After setting the toe front and rear we looked at setting the camber. To measure this we used a bar with 2 bolts sticking out, each bolt measured the same distance off the bar. Placing the bar with the bolts up against the wheel with one bolt on the top of the wheel rim and the other bolt on the bottom of the rim. This then gave us a flat surface to measure the camber on.
We had a magnetic angle gauge that we stuck to the bar this gave us the number of degrees camber that the wheel was set to.
We were aiming for -1 degree camber on each wheel this would give us better cornering.
For the rear the camber is set by adding or removing shims between the drive shaft and the diff. There are 2 sets of shims between the diff and the drive shaft on each side. One set between the inboard brake discs, this is for centralising the disc with the calliper.
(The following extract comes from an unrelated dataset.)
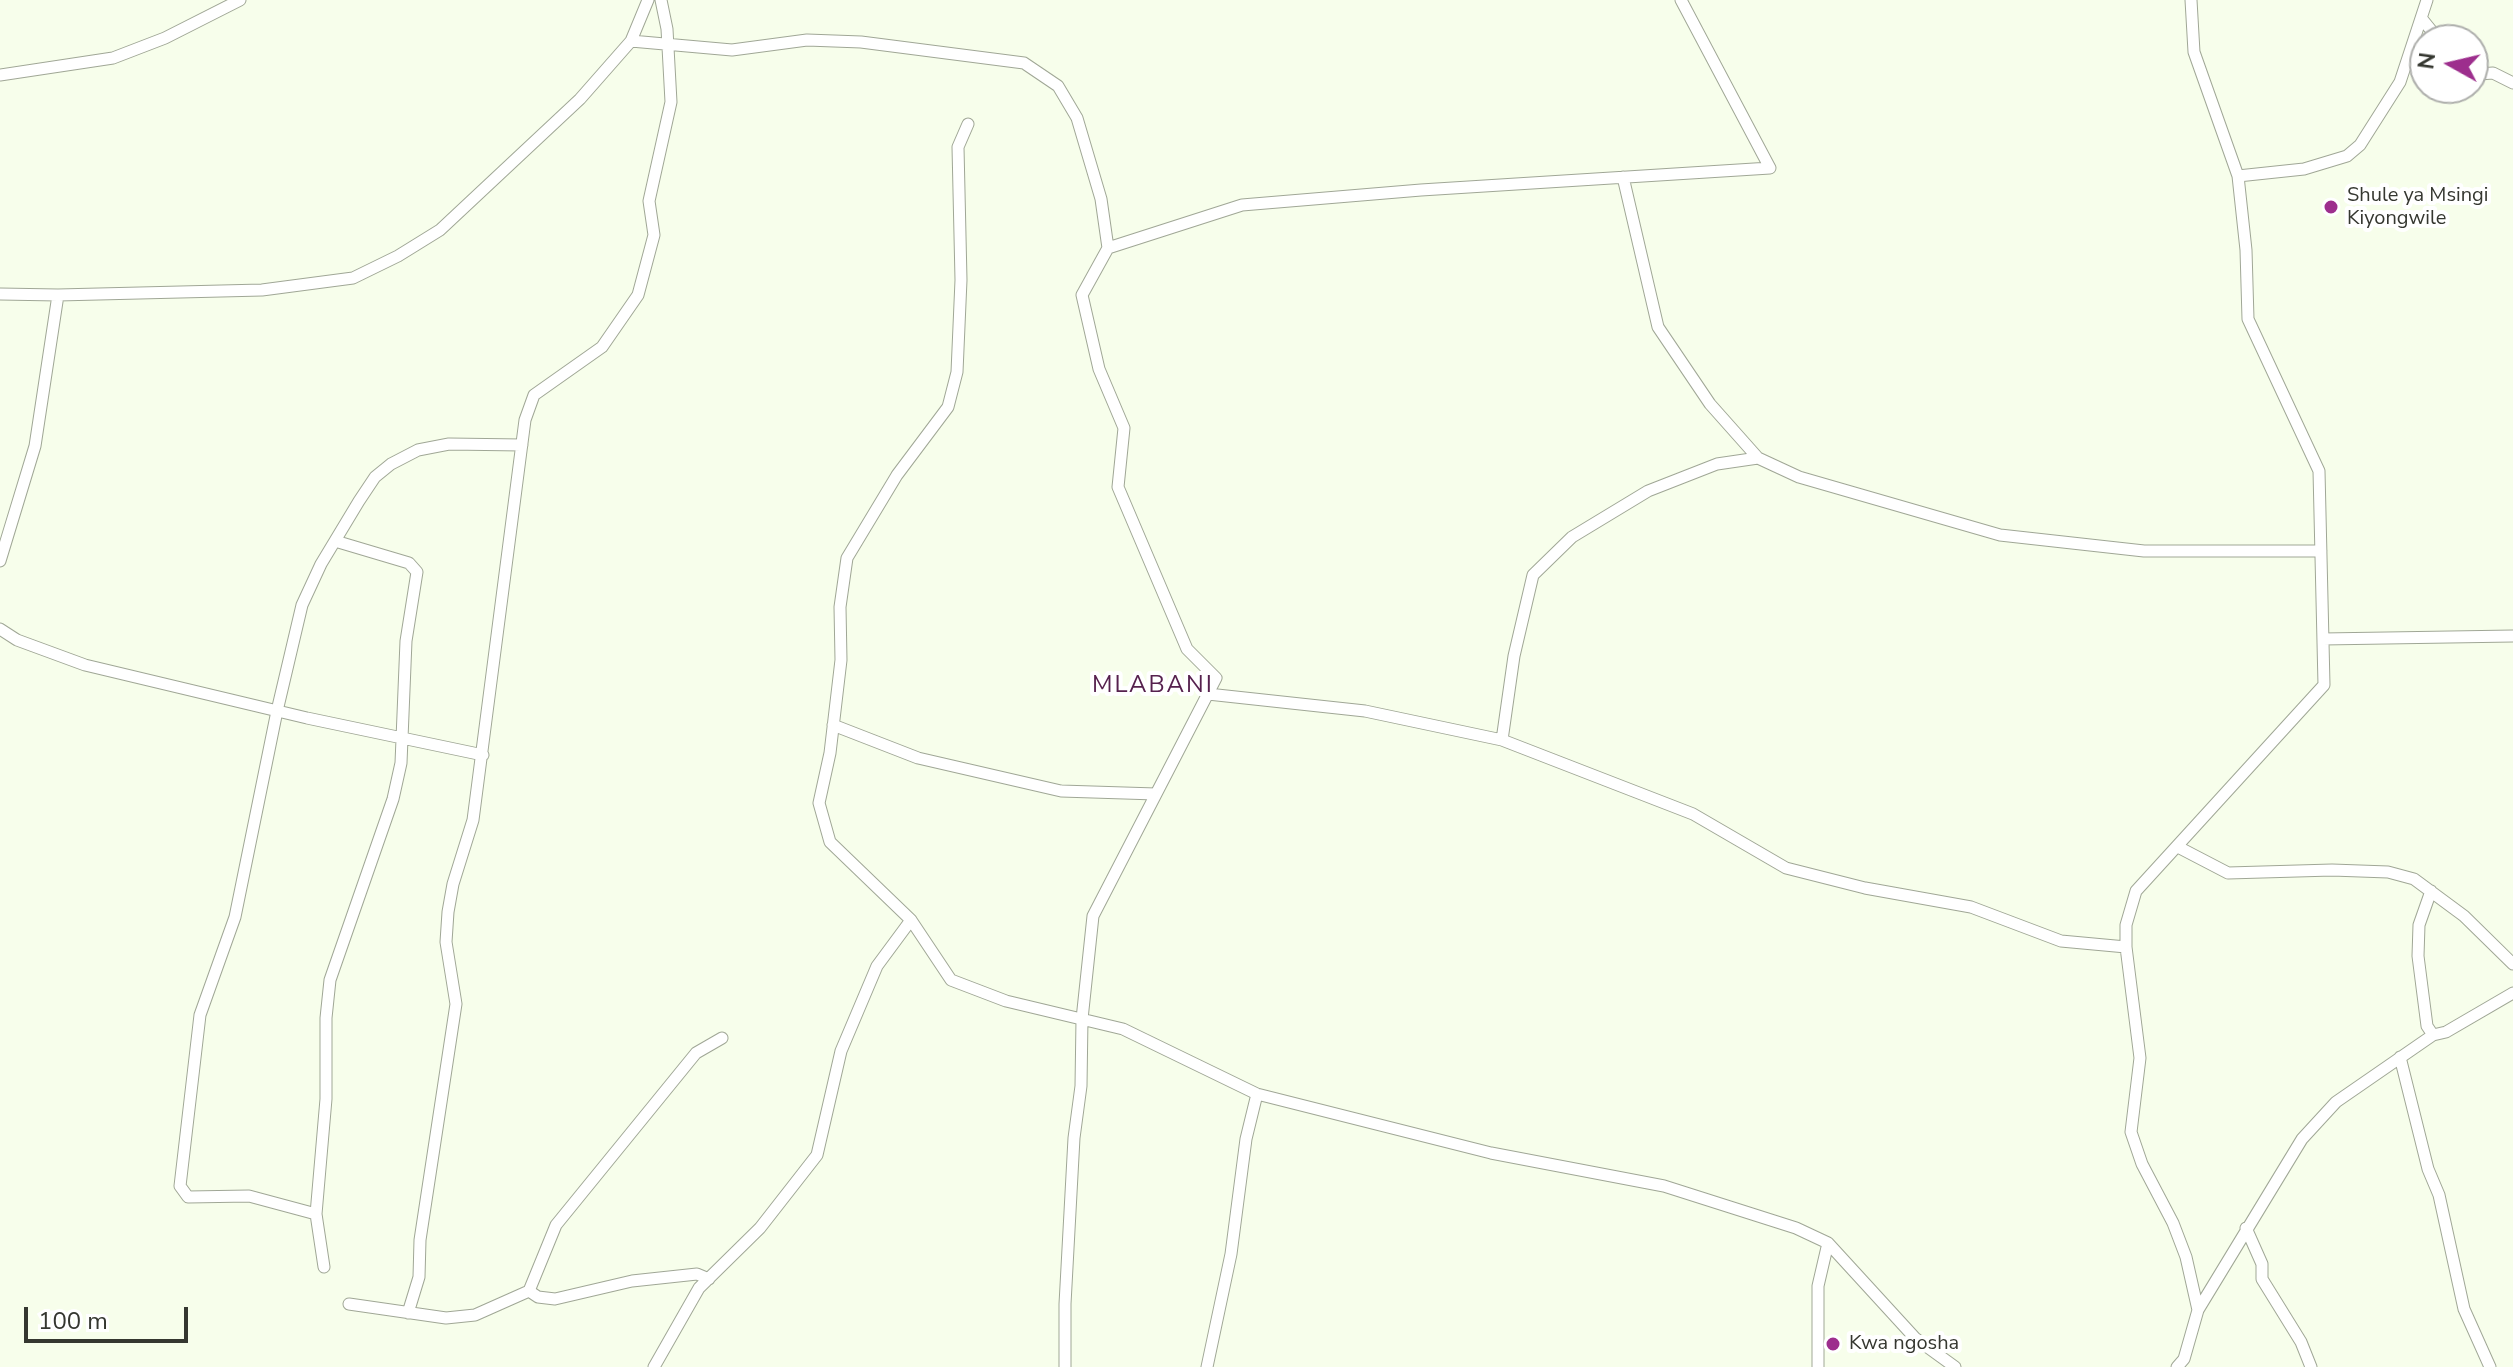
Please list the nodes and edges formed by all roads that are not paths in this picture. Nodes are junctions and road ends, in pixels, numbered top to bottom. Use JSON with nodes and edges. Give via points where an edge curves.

The other is between the outside of the disc and the drive shaft, these are to set the camber.
So as the drive shaft also acts as the top suspension arm the more shims you add the less camber you get and the more shims you remove the more camber you get.
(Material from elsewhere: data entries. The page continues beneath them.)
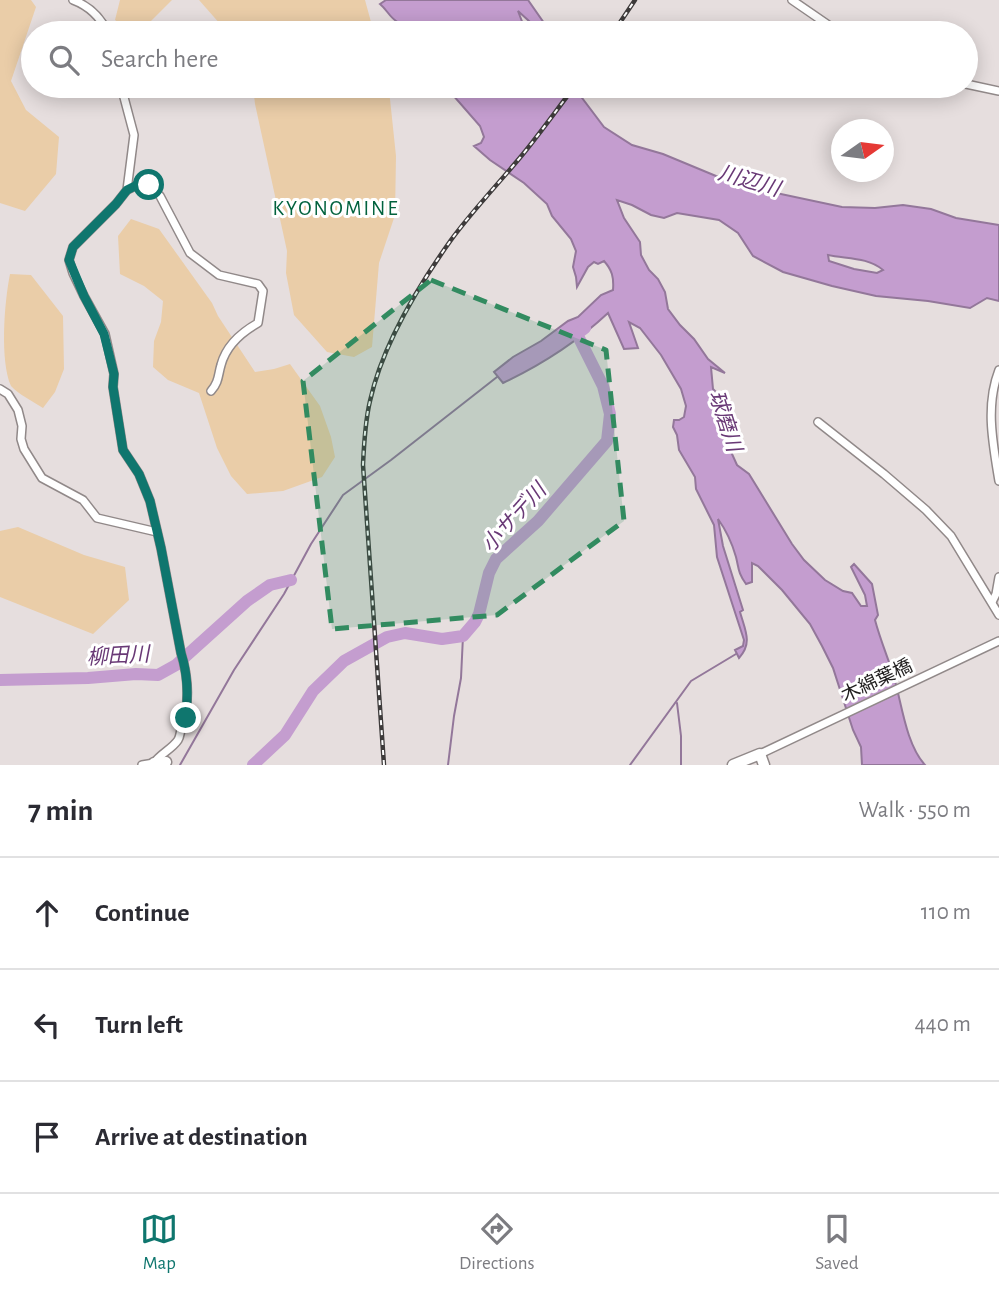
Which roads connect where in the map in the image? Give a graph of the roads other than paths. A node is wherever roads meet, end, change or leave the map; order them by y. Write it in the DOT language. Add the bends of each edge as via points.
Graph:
graph roads {
  1 [pos="73,0"];
  2 [pos="792,0"];
  3 [pos="102,21"];
  4 [pos="823,21"];
  5 [pos="978,87"];
  6 [pos="999,91"];
  7 [pos="124,98"];
  8 [pos="127,190"];
  9 [pos="999,370"];
  10 [pos="0,389"];
  11 [pos="211,391"];
  12 [pos="818,422"];
  13 [pos="999,481"];
  14 [pos="158,532"];
  15 [pos="999,577"];
  16 [pos="992,602"];
  17 [pos="999,615"];
  18 [pos="999,641"];
  19 [pos="764,752"];
  20 [pos="159,763"];
  21 [pos="142,765"];
  22 [pos="733,765"];
  23 [pos="764,765"];
  1 -- 3 [label="street"];
  2 -- 4 [label="street"];
  5 -- 6 [label="street"];
  7 -- 8 [label="street" via="134,135"];
  8 -- 11 [label="street" via="149,185 160,196 190,253 219,275 258,284 263,291 258,323 237,337"];
  8 -- 14 [label="street" via="73,247 69,260 104,334 123,450 139,474"];
  9 -- 13 [label="street" via="990,421"];
  10 -- 14 [label="street" via="18,410 24,449 42,478 83,500 97,518"];
  12 -- 16 [label="street" via="926,510 951,536"];
  14 -- 20 [label="street" via="188,694 186,718 177,741 159,756"];
  15 -- 16 [label="street"];
  16 -- 17 [label="street"];
  18 -- 19 [label="street, 木綿葉橋"];
  19 -- 22 [label="main road"];
  19 -- 23 [label="main road"];
  20 -- 21 [label="street"];
}
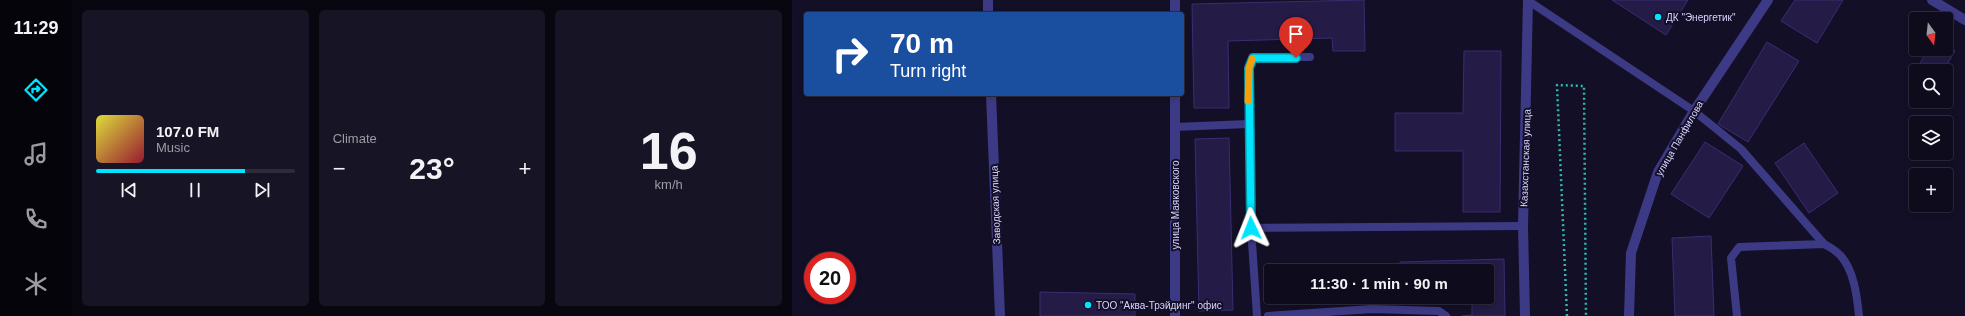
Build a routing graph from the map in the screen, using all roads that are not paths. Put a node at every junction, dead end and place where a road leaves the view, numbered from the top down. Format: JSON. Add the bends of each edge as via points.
{"nodes":[{"id":1,"x":988,"y":0,"type":"edge"},
{"id":2,"x":1175,"y":0,"type":"edge"},
{"id":3,"x":1768,"y":0,"type":"edge"},
{"id":4,"x":1932,"y":0,"type":"edge"},
{"id":5,"x":1529,"y":1,"type":"edge"},
{"id":6,"x":988,"y":12,"type":"edge"},
{"id":7,"x":1175,"y":12,"type":"edge"},
{"id":8,"x":1965,"y":20,"type":"edge"},
{"id":9,"x":1310,"y":58,"type":"dead end"},
{"id":10,"x":991,"y":96,"type":"edge"},
{"id":11,"x":1175,"y":96,"type":"edge"},
{"id":12,"x":1694,"y":111,"type":"junction"},
{"id":13,"x":1248,"y":124,"type":"junction"},
{"id":14,"x":1175,"y":127,"type":"junction"},
{"id":15,"x":1523,"y":226,"type":"junction"},
{"id":16,"x":1251,"y":228,"type":"junction"},
{"id":17,"x":1824,"y":244,"type":"junction"},
{"id":18,"x":1000,"y":316,"type":"edge"},
{"id":19,"x":1175,"y":316,"type":"edge"},
{"id":20,"x":1257,"y":316,"type":"edge"},
{"id":21,"x":1268,"y":316,"type":"edge"},
{"id":22,"x":1446,"y":316,"type":"edge"},
{"id":23,"x":1525,"y":316,"type":"edge"},
{"id":24,"x":1629,"y":316,"type":"edge"},
{"id":25,"x":1737,"y":316,"type":"edge"},
{"id":26,"x":1859,"y":316,"type":"edge"}],
"edges":[{"from":1,"to":6,"type":"street"},
{"from":2,"to":7,"type":"street"},
{"from":3,"to":12,"type":"street","name":"улица Панфилова"},
{"from":4,"to":8,"type":"street"},
{"from":5,"to":12,"type":"lane"},
{"from":5,"to":15,"type":"street","name":"Казахстанская улица"},
{"from":9,"to":13,"type":"lane","via":[[1253,58],[1249,68]]},
{"from":10,"to":18,"type":"street","name":"Заводская улица"},
{"from":11,"to":14,"type":"street","name":"улица Маяковского"},
{"from":12,"to":17,"type":"lane","via":[[1747,155]]},
{"from":12,"to":24,"type":"street","name":"улица Панфилова","via":[[1658,172],[1631,253]]},
{"from":13,"to":14,"type":"lane"},
{"from":13,"to":16,"type":"lane"},
{"from":14,"to":19,"type":"street","name":"улица Маяковского"},
{"from":15,"to":16,"type":"lane"},
{"from":15,"to":23,"type":"street","name":"Казахстанская улица"},
{"from":16,"to":20,"type":"lane"},
{"from":17,"to":25,"type":"lane","via":[[1739,248],[1731,258]]},
{"from":17,"to":26,"type":"lane","via":[[1839,254],[1846,263],[1857,298]]},
{"from":21,"to":22,"type":"lane","via":[[1372,309],[1439,311]]}]}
The N/S/R had -2.5 degrees and the O/S/R had -1.5 degrees so we add some shims to both side to get the -1 degree on both sides.
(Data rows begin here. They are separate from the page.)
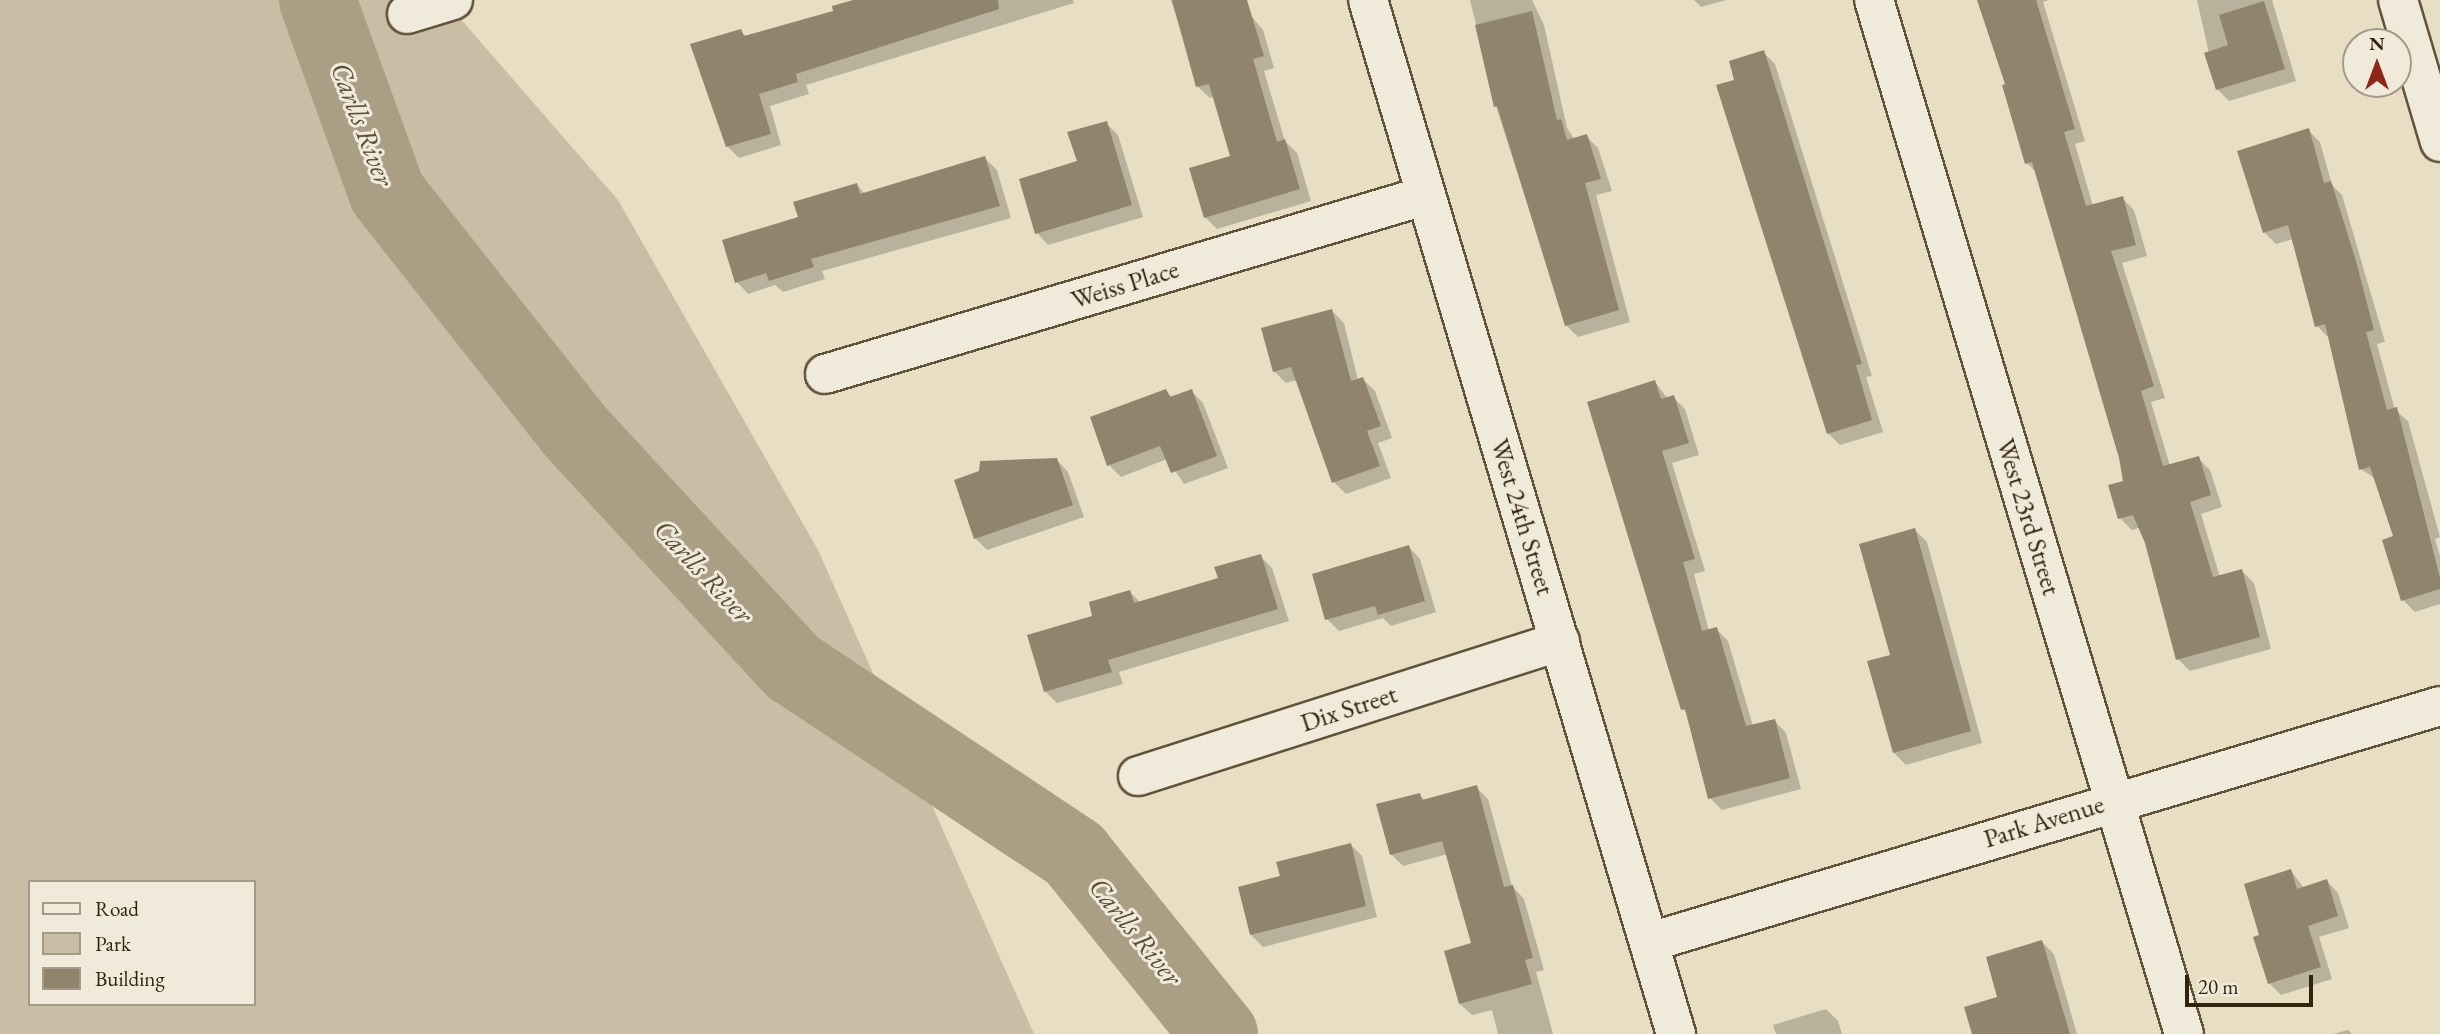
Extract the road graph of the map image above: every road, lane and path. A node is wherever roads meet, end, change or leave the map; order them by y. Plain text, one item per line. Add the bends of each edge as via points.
1 (453, 0) edge
2 (1368, 0) edge
3 (1874, 0) edge
4 (2398, 0) edge
5 (407, 14) dead end
6 (2440, 142) edge
7 (1424, 196) junction
8 (825, 374) dead end
9 (1560, 641) junction
10 (2440, 706) edge
11 (1138, 776) dead end
12 (2112, 801) junction
13 (1650, 942) junction
14 (1676, 1034) edge
15 (2184, 1034) edge

1 - 5 street
2 - 7 street, West 24th Street
3 - 12 street, West 23rd Street
4 - 6 street
7 - 8 street, Weiss Place
7 - 9 street, West 24th Street
9 - 11 street, Dix Street
9 - 13 street, West 24th Street
10 - 12 street, Park Avenue
12 - 13 street, Park Avenue
12 - 15 street, West 23rd Street
13 - 14 street, West 24th Street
The front camber was a lot easier to set this used a cam bolt off set the position. So by loosening off the nut of the bolt then turning the bolt this ether made the lower mounting closer or further away from the chassis altering the camber. Once we got the correct setting we tightened the bolts.
Once the camber was set front and rear we knew this could affect the rest of the suspension set up so we rolled the car forward and backwards bouncing the suspension to settle it.
We rechecked all the suspension measurements again and just had to adjust the front toe correctly again.